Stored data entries
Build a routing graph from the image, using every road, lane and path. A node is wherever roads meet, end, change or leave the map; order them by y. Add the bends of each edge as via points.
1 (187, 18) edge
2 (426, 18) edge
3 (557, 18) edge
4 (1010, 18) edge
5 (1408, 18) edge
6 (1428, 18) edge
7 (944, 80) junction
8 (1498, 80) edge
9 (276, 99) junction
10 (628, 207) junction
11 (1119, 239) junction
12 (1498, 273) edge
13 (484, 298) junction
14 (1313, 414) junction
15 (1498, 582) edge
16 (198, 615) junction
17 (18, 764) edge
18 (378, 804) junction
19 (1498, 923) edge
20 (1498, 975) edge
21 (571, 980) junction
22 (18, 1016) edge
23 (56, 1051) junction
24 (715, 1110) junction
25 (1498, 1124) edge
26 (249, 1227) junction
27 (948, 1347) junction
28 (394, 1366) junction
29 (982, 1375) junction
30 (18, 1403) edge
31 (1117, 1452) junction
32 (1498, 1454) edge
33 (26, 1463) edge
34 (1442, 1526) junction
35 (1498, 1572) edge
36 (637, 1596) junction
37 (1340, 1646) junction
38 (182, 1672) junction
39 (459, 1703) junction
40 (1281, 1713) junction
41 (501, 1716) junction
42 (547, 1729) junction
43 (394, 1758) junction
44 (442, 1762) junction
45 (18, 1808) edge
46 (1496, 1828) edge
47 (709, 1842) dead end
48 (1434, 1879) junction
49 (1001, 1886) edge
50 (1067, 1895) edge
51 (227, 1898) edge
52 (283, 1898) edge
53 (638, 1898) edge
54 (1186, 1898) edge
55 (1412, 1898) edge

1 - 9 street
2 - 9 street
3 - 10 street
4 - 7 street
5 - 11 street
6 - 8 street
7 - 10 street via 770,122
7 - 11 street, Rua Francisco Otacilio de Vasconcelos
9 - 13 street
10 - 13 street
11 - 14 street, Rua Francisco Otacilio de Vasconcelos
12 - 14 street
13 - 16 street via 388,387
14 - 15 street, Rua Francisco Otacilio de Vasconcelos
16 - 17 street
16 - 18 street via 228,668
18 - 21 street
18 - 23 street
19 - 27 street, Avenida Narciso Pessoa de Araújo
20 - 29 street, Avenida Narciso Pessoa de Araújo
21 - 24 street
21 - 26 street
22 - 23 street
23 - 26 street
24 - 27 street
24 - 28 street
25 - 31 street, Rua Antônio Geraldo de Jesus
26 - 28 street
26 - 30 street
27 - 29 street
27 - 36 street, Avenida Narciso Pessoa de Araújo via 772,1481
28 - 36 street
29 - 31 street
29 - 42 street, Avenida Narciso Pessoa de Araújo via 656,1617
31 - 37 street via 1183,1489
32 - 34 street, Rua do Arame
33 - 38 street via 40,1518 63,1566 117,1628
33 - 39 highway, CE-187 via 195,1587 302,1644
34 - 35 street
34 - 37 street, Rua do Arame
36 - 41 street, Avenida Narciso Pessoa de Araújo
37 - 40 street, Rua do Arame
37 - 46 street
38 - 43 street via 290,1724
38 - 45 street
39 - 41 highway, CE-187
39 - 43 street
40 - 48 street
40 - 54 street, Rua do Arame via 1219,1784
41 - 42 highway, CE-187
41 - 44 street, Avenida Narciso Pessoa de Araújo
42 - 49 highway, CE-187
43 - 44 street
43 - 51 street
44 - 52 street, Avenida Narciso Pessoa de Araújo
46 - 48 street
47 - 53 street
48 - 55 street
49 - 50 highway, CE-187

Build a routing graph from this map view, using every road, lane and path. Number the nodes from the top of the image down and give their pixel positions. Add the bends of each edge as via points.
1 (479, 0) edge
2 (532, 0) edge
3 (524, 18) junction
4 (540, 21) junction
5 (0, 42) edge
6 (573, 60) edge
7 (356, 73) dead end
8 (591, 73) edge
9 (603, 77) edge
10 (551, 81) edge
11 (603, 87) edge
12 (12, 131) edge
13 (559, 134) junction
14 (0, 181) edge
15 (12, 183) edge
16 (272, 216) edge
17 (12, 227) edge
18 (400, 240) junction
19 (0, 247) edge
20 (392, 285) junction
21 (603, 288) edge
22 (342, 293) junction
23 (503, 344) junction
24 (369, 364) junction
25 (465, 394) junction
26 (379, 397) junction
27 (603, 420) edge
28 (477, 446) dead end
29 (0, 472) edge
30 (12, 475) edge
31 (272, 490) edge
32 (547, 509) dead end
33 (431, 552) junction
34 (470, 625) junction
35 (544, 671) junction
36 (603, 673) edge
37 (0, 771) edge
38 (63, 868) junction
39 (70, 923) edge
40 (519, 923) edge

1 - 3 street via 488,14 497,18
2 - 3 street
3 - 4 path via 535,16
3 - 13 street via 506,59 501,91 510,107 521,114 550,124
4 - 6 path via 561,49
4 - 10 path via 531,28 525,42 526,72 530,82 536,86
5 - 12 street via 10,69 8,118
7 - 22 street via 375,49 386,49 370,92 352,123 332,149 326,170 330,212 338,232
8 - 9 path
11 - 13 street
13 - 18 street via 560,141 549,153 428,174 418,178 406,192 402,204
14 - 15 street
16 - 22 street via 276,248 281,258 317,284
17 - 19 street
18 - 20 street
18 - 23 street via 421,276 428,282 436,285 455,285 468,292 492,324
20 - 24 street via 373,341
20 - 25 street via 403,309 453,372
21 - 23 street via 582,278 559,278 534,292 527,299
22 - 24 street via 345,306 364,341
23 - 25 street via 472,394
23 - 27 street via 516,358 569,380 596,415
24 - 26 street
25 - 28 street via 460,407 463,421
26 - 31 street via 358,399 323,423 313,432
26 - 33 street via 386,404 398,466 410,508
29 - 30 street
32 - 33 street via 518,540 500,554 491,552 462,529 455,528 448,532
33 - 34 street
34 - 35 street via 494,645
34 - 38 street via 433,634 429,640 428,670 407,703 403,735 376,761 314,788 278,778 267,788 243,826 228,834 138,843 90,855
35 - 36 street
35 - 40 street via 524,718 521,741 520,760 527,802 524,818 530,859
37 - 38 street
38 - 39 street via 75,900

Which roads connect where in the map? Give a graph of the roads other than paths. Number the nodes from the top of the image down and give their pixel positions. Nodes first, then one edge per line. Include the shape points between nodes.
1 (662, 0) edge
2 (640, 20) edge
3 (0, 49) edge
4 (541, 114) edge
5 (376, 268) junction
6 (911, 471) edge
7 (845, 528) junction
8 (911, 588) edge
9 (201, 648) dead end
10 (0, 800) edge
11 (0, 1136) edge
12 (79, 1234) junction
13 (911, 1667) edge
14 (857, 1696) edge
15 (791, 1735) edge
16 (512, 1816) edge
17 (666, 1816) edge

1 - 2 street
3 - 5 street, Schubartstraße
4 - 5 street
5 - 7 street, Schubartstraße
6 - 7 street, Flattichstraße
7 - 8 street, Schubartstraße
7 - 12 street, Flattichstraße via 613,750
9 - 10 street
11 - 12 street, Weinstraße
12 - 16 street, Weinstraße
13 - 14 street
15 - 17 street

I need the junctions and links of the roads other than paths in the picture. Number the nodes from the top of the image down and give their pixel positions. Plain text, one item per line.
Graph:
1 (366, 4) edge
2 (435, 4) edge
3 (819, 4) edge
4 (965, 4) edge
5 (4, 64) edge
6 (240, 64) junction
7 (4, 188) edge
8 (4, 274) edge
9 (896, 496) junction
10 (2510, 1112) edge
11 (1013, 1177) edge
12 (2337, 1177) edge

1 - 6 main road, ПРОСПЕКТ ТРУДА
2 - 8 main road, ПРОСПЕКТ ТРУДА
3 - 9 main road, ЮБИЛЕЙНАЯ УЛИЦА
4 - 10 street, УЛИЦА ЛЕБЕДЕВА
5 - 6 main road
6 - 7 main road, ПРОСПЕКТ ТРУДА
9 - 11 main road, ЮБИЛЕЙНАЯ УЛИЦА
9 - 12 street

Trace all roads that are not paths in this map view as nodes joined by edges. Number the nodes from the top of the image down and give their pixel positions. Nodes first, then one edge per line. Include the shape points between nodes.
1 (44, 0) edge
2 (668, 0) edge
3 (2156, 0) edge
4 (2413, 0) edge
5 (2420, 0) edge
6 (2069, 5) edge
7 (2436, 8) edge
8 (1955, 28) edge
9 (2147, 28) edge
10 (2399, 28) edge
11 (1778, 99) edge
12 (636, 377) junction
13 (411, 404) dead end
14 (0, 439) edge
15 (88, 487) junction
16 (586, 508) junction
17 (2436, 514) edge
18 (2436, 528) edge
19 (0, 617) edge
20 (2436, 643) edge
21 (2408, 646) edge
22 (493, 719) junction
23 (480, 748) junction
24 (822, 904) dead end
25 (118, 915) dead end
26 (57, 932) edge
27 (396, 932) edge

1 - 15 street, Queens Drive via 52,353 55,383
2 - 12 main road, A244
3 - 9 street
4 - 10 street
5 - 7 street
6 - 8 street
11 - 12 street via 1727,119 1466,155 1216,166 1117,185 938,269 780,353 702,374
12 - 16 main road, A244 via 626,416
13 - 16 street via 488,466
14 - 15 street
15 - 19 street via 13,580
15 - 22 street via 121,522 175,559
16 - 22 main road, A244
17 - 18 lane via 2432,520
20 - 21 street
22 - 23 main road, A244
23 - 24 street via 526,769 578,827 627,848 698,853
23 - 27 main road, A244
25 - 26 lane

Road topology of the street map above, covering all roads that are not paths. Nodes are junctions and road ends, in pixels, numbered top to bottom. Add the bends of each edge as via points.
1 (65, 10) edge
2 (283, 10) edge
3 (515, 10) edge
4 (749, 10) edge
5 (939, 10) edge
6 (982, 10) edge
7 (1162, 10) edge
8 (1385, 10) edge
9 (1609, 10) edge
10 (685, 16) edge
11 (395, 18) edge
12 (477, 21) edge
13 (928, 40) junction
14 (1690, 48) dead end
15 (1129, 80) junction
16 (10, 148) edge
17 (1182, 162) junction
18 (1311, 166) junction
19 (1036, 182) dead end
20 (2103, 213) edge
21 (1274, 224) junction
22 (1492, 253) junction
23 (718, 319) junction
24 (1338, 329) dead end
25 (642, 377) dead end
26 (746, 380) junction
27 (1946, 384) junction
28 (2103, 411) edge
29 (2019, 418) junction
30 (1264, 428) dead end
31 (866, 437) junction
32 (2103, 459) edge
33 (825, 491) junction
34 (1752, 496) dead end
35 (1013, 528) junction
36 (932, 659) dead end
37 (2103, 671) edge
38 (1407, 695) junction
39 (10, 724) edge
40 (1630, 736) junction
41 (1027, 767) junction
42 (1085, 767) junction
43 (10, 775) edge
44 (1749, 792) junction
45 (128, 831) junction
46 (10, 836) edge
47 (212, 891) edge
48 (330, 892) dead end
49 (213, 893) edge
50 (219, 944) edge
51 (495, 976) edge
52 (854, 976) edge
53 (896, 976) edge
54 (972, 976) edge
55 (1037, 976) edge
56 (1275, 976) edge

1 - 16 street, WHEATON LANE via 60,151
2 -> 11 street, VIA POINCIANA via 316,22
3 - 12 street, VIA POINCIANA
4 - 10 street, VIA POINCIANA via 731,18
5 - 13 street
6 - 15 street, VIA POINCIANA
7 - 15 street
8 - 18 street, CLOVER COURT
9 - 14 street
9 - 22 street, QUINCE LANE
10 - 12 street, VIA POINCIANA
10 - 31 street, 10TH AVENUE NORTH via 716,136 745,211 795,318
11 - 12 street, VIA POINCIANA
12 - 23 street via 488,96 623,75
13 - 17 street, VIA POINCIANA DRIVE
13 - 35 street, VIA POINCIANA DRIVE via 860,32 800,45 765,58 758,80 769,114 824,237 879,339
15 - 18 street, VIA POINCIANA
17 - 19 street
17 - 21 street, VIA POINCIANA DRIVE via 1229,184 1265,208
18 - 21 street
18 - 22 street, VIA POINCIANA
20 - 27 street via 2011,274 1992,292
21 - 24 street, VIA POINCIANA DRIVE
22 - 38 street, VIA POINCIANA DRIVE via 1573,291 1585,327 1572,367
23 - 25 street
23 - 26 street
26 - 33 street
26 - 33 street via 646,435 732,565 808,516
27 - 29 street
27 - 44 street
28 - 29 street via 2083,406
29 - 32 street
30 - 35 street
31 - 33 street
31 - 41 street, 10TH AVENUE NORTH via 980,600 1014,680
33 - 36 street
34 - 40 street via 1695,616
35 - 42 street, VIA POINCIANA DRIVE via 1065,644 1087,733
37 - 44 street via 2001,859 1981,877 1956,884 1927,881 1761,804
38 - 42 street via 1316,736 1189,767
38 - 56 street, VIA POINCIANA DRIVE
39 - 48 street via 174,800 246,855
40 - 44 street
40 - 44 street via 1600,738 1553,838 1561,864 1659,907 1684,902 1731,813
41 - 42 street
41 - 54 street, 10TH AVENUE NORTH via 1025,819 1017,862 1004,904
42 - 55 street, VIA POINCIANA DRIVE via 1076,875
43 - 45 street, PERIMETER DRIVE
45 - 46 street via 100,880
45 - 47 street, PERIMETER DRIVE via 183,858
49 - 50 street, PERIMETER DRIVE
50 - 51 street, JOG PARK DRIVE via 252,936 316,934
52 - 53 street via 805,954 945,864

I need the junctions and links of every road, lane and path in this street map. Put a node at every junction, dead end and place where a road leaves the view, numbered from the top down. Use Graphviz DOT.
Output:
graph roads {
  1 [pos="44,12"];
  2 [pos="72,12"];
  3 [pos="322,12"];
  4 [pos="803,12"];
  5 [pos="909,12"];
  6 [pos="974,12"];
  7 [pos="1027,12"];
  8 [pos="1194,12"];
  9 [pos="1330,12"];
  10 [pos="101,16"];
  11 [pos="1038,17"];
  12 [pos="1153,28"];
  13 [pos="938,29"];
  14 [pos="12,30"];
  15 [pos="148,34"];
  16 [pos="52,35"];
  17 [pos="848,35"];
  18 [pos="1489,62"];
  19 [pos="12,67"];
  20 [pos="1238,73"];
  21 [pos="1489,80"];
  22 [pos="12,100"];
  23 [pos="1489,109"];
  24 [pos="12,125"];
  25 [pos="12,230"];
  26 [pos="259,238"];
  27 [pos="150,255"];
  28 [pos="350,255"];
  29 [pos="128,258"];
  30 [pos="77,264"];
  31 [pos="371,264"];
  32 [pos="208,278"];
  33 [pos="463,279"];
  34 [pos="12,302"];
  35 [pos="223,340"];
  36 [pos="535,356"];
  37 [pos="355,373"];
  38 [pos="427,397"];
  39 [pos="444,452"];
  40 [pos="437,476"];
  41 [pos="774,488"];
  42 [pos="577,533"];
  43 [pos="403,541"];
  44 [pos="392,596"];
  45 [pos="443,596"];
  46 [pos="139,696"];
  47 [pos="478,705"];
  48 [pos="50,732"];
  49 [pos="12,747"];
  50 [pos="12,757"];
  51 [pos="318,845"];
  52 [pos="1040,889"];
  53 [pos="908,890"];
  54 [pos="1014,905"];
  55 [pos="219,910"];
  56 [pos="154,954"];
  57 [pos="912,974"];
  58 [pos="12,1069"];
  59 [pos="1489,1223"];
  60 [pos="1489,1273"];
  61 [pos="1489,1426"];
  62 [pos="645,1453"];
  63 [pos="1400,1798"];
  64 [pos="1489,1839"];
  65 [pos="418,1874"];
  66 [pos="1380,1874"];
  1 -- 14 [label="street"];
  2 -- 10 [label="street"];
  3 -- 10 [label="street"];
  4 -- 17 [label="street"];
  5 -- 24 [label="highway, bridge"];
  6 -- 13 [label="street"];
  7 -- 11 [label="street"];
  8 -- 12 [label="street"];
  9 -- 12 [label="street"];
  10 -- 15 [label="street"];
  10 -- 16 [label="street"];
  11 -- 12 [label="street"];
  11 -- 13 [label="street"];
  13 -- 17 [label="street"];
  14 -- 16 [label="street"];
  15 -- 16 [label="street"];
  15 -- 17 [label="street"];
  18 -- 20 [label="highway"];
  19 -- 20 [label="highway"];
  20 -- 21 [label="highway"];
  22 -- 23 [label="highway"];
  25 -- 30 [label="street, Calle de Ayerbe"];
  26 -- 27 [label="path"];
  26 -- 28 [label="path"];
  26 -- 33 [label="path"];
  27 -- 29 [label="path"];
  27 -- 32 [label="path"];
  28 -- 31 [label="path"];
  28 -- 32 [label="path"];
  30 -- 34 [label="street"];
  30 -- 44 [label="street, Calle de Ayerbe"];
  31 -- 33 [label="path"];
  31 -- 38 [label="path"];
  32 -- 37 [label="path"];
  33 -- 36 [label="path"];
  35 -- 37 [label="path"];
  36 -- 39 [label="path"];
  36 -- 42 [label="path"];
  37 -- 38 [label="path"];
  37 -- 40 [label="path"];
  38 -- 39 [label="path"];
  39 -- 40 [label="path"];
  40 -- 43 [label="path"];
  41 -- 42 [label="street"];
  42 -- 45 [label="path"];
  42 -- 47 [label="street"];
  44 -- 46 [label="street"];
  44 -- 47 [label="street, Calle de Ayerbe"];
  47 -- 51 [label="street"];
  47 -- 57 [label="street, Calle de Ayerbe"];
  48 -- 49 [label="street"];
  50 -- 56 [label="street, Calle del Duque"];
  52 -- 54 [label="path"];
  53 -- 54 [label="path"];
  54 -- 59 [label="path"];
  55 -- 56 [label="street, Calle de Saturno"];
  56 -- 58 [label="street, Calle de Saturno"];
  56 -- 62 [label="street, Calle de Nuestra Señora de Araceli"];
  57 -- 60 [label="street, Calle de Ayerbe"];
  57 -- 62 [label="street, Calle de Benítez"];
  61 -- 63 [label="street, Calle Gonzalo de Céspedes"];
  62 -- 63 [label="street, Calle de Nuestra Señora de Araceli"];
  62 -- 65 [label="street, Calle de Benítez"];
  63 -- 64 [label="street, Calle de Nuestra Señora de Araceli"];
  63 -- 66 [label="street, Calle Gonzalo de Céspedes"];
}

## What is expected
Reply with one number, the count of lines in the records that include the word "points".

## Response
5